MarioSabino

Eu tive um sonho

29.10.21

Era uma vez um jovem operador que, na mesa de um grande banco de investimentos, mostrou tino extraordinário na compra e venda de ativos. Ambicioso acima da média de ambição já muito alta na profissão, ele juntou-se a outro colega, e a outro, e a outro, para derrubar os patrões e tomar o controle do banco. Objetivo alcançado, o ex-operador de mesa, agora banqueiro, começou a se livrar de todos os colegas que o haviam ajudado a derrubar os patrões — e ficou dono do pedaço inteiro.

O agora banqueiro percebeu, então, que o maior negócio que ele poderia fazer na vida era aproximar-se de poderosos da política — e auxiliá-los nos seus projetos de poder e de enriquecimento ilícito. Em troca, ele se regalaria com bons nacos de empresas estatais e, principalmente, se beneficiaria de informações privilegiadas que fariam o seu banco bombar no mercado de juros futuros, câmbio e ações.

O novo amigo dos poderosos da política começou, então, a saber antecipadamente se a taxa básica de juros subiria ou baixaria, se a moeda nacional se valorizaria ou desvalorizaria frente ao dólar, bem como outros movimentos do governo que poderiam repercutir no seu terreiro cada vez maior. Uma tremenda vantagem competitiva em relação aos concorrentes que continuavam a operar dentro dos larguíssimos limites das regras que regem o mercado financeiro no país — mas que não eram largos o suficiente para ele, o agora banqueiro e novo amigo dos poderosos da política.

Em momentos capitais (e bota capitais nisso), ao mandar que os seus operadores comprassem ou vendessem qualquer ativo, com base nas informações que recebia antecipadamente, o banqueiro (agora sem o advérbio agora) sentia-se tão imune à lei, tão protegido pelos seus amigos da política, que justificava as suas ordens aos subordinados — dadas com horas de antecedência em relação aos anúncios governamentais — com a seguinte frase sorridente: “Eu tive um sonho”.

Quando uma marola de moralidade avançou sobre o sistema político, ele também foi pego.
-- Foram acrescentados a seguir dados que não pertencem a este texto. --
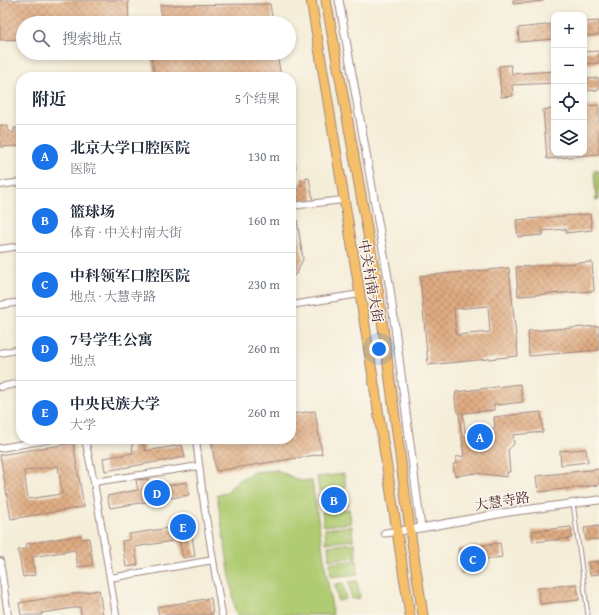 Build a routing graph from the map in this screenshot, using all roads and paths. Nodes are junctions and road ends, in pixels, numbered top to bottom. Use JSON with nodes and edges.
{"nodes":[{"id":1,"x":311,"y":0,"type":"edge"},
{"id":2,"x":326,"y":0,"type":"edge"},
{"id":3,"x":339,"y":0,"type":"edge"},
{"id":4,"x":16,"y":183,"type":"edge"},
{"id":5,"x":0,"y":185,"type":"edge"},
{"id":6,"x":343,"y":200,"type":"junction"},
{"id":7,"x":296,"y":205,"type":"edge"},
{"id":8,"x":16,"y":247,"type":"edge"},
{"id":9,"x":0,"y":249,"type":"edge"},
{"id":10,"x":360,"y":294,"type":"junction"},
{"id":11,"x":16,"y":303,"type":"edge"},
{"id":12,"x":296,"y":304,"type":"edge"},
{"id":13,"x":0,"y":305,"type":"edge"},
{"id":14,"x":16,"y":351,"type":"edge"},
{"id":15,"x":0,"y":353,"type":"edge"},
{"id":16,"x":16,"y":384,"type":"edge"},
{"id":17,"x":0,"y":387,"type":"edge"},
{"id":18,"x":24,"y":444,"type":"edge"},
{"id":19,"x":86,"y":444,"type":"edge"},
{"id":20,"x":197,"y":444,"type":"edge"},
{"id":21,"x":0,"y":448,"type":"edge"},
{"id":22,"x":199,"y":466,"type":"junction"},
{"id":23,"x":94,"y":482,"type":"junction"},
{"id":24,"x":599,"y":500,"type":"edge"},
{"id":25,"x":573,"y":503,"type":"junction"},
{"id":26,"x":421,"y":528,"type":"junction"},
{"id":27,"x":410,"y":530,"type":"junction"},
{"id":28,"x":397,"y":531,"type":"junction"},
{"id":29,"x":385,"y":533,"type":"dead end"},
{"id":30,"x":213,"y":560,"type":"junction"},
{"id":31,"x":0,"y":561,"type":"edge"},
{"id":32,"x":110,"y":578,"type":"junction"},
{"id":33,"x":8,"y":615,"type":"edge"},
{"id":34,"x":116,"y":615,"type":"edge"},
{"id":35,"x":222,"y":615,"type":"edge"},
{"id":36,"x":410,"y":615,"type":"edge"},
{"id":37,"x":423,"y":615,"type":"edge"},
{"id":38,"x":588,"y":615,"type":"edge"}],
"edges":[{"from":1,"to":6,"type":"main road","name":"中关村南大街"},
{"from":2,"to":27,"type":"main road","name":"中关村南大街"},
{"from":3,"to":26,"type":"street","name":"中关村南大街"},
{"from":4,"to":5,"type":"street"},
{"from":6,"to":7,"type":"street"},
{"from":6,"to":10,"type":"main road","name":"中关村南大街"},
{"from":8,"to":9,"type":"street"},
{"from":10,"to":12,"type":"street"},
{"from":10,"to":28,"type":"main road","name":"中关村南大街"},
{"from":11,"to":13,"type":"street"},
{"from":14,"to":15,"type":"street"},
{"from":16,"to":17,"type":"street"},
{"from":18,"to":21,"type":"street"},
{"from":19,"to":23,"type":"street"},
{"from":20,"to":22,"type":"street"},
{"from":22,"to":23,"type":"street"},
{"from":22,"to":30,"type":"street"},
{"from":23,"to":32,"type":"street"},
{"from":24,"to":25,"type":"street","name":"大慧寺路"},
{"from":25,"to":26,"type":"street","name":"大慧寺路"},
{"from":25,"to":38,"type":"lane"},
{"from":26,"to":27,"type":"street","name":"大慧寺路"},
{"from":27,"to":28,"type":"street","name":"大慧寺路"},
{"from":27,"to":37,"type":"main road","name":"中关村南大街"},
{"from":28,"to":29,"type":"street","name":"大慧寺路"},
{"from":28,"to":36,"type":"main road","name":"中关村南大街"},
{"from":30,"to":32,"type":"street"},
{"from":30,"to":35,"type":"street"},
{"from":31,"to":33,"type":"street"},
{"from":32,"to":34,"type":"street"}]} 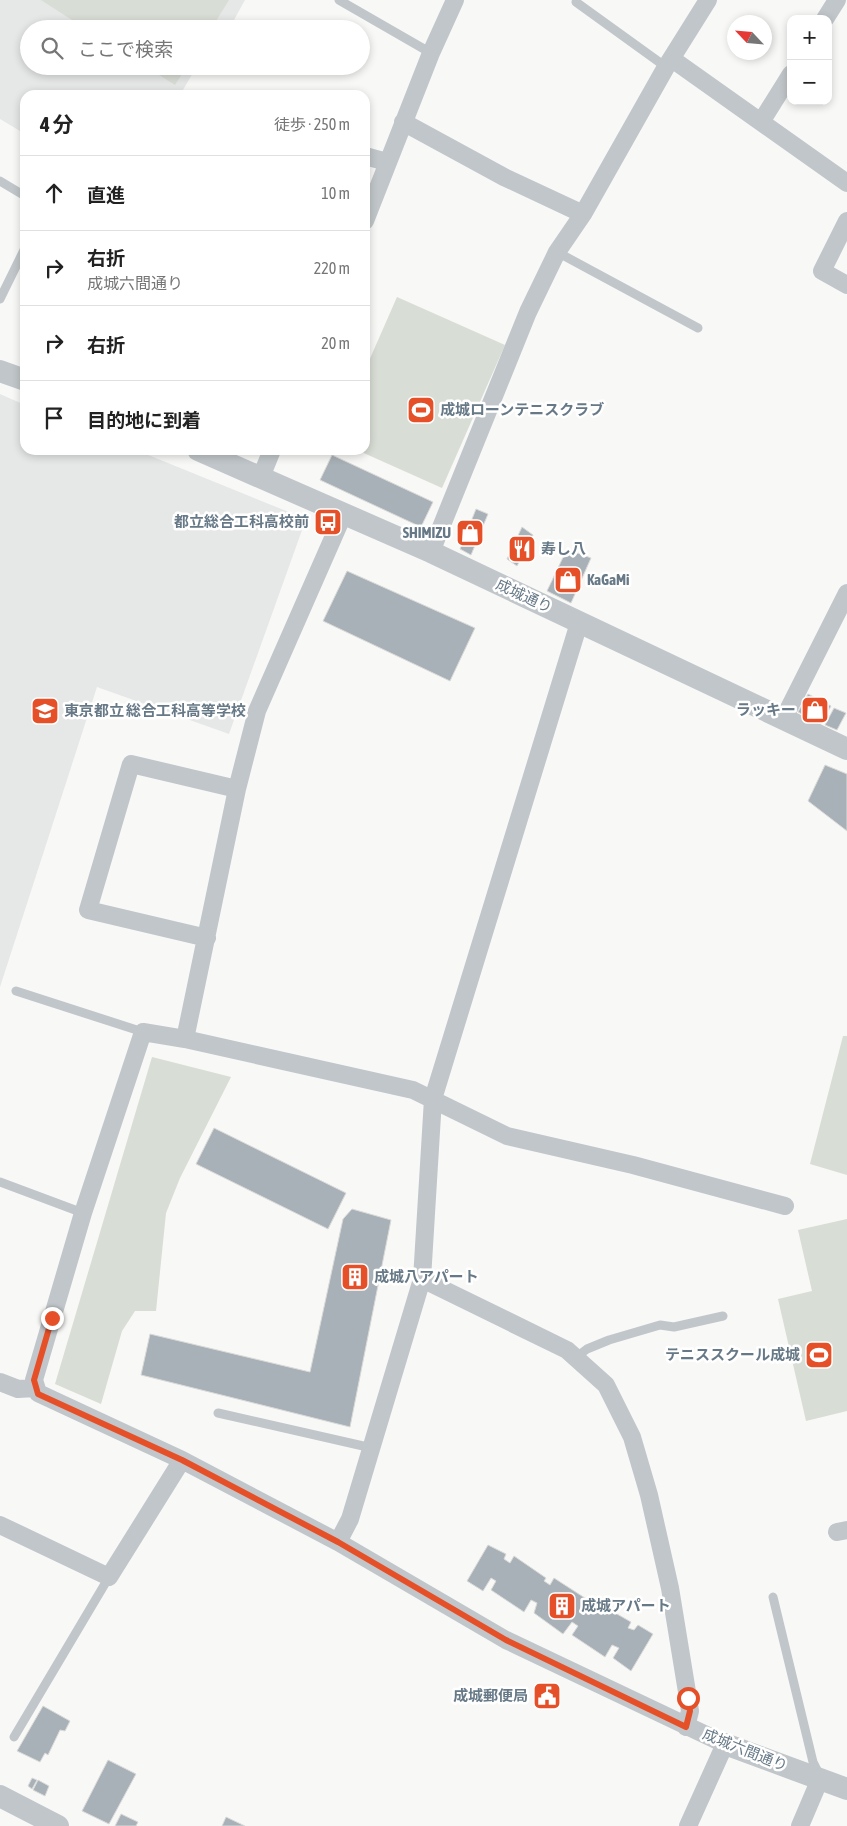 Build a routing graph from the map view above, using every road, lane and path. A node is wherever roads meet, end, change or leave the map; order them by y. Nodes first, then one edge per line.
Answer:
1 (339, 0) edge
2 (455, 0) edge
3 (708, 0) edge
4 (837, 0) edge
5 (576, 2) dead end
6 (828, 15) edge
7 (431, 53) junction
8 (669, 63) junction
9 (787, 80) edge
10 (403, 122) junction
11 (761, 122) junction
12 (370, 157) edge
13 (387, 162) junction
14 (0, 181) edge
15 (847, 183) edge
16 (20, 193) edge
17 (370, 208) edge
18 (583, 214) junction
19 (847, 221) edge
20 (557, 252) junction
21 (20, 258) edge
22 (847, 285) edge
23 (0, 299) edge
24 (698, 328) dead end
25 (0, 371) edge
26 (20, 378) edge
27 (210, 455) edge
28 (270, 455) edge
29 (261, 476) junction
30 (344, 514) junction
31 (431, 552) junction
32 (847, 593) edge
33 (579, 623) junction
34 (783, 720) junction
35 (847, 749) edge
36 (236, 789) junction
37 (207, 938) junction
38 (16, 991) dead end
39 (143, 1032) junction
40 (185, 1039) junction
41 (433, 1099) junction
42 (0, 1182) edge
43 (785, 1206) dead end
44 (83, 1213) junction
45 (422, 1280) junction
46 (723, 1316) dead end
47 (575, 1358) junction
48 (0, 1382) edge
49 (35, 1388) junction
50 (218, 1413) dead end
51 (372, 1448) junction
52 (182, 1460) junction
53 (0, 1525) edge
54 (338, 1542) junction
55 (109, 1577) junction
56 (773, 1597) dead end
57 (686, 1727) junction
58 (14, 1736) dead end
59 (725, 1744) junction
60 (820, 1780) junction
61 (847, 1789) edge
62 (0, 1796) edge
63 (58, 1826) edge
64 (688, 1826) edge
65 (800, 1826) edge

1 - 7 lane
2 - 7 street
3 - 8 street
4 - 6 street
5 - 8 lane
7 - 10 street
8 - 11 street
8 - 18 street
9 - 11 street
10 - 13 street
10 - 18 street
11 - 15 street
12 - 13 street
13 - 17 street
14 - 16 lane
18 - 20 street
19 - 22 street
20 - 24 lane
20 - 31 street
21 - 23 lane
25 - 26 street
27 - 29 street, 成城通り
28 - 29 street
29 - 30 street, 成城通り
30 - 31 street, 成城通り
30 - 36 street
31 - 33 street, 成城通り
32 - 34 street
33 - 34 street, 成城通り
33 - 41 street
34 - 35 street, 成城通り
36 - 37 street
36 - 37 street
37 - 40 street
38 - 39 lane
39 - 40 street
39 - 44 street
40 - 41 street
41 - 43 street
41 - 45 street
42 - 44 lane
44 - 49 street
45 - 47 street
45 - 51 street
46 - 47 lane
47 - 57 street
48 - 49 street
49 - 52 street, 成城六間通り
50 - 51 lane
51 - 54 street
52 - 54 street, 成城六間通り
52 - 55 street
53 - 55 street
54 - 57 street, 成城六間通り
55 - 58 lane
56 - 60 lane
57 - 59 street, 成城六間通り
59 - 60 street, 成城六間通り
59 - 64 street
60 - 61 street, 成城六間通り
60 - 65 street
62 - 63 street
Mas, graças aos amigos que fez igualmente no Poder Judiciário, acabou solto. O sistema concluiu que era preciso tomar providências para evitar que uma segunda marola pudesse atrapalhar os negócios. Um outro sujeito que atua no mesmo ramo do banqueiro, já metido com espionagem, teve uma ideia bárbara em mais de um sentido: que tal hackear os celulares dos responsáveis pela marola e, com base nas conversas, construir uma narrativa que os deslegitimasse? A ideia foi bem recebida — e muitíssimo bem executada. Tanto é que a culpa inteira acabou recaindo sobre os hackers chulés que foram usados à devida distância para perpetrar o crime que compensou.

E tudo voltou à anormalidade anormal, com o banqueiro continuamente abastecido com informações privilegiadas do governo — não importa o governo –, mas não só. Ele passou a orientar a política monetária, o que é ainda melhor.

Qualquer semelhança com a realidade é coincidência. O relato acima é inteiramente ficcional. Eu tive um sonho e o transcrevi como artigo.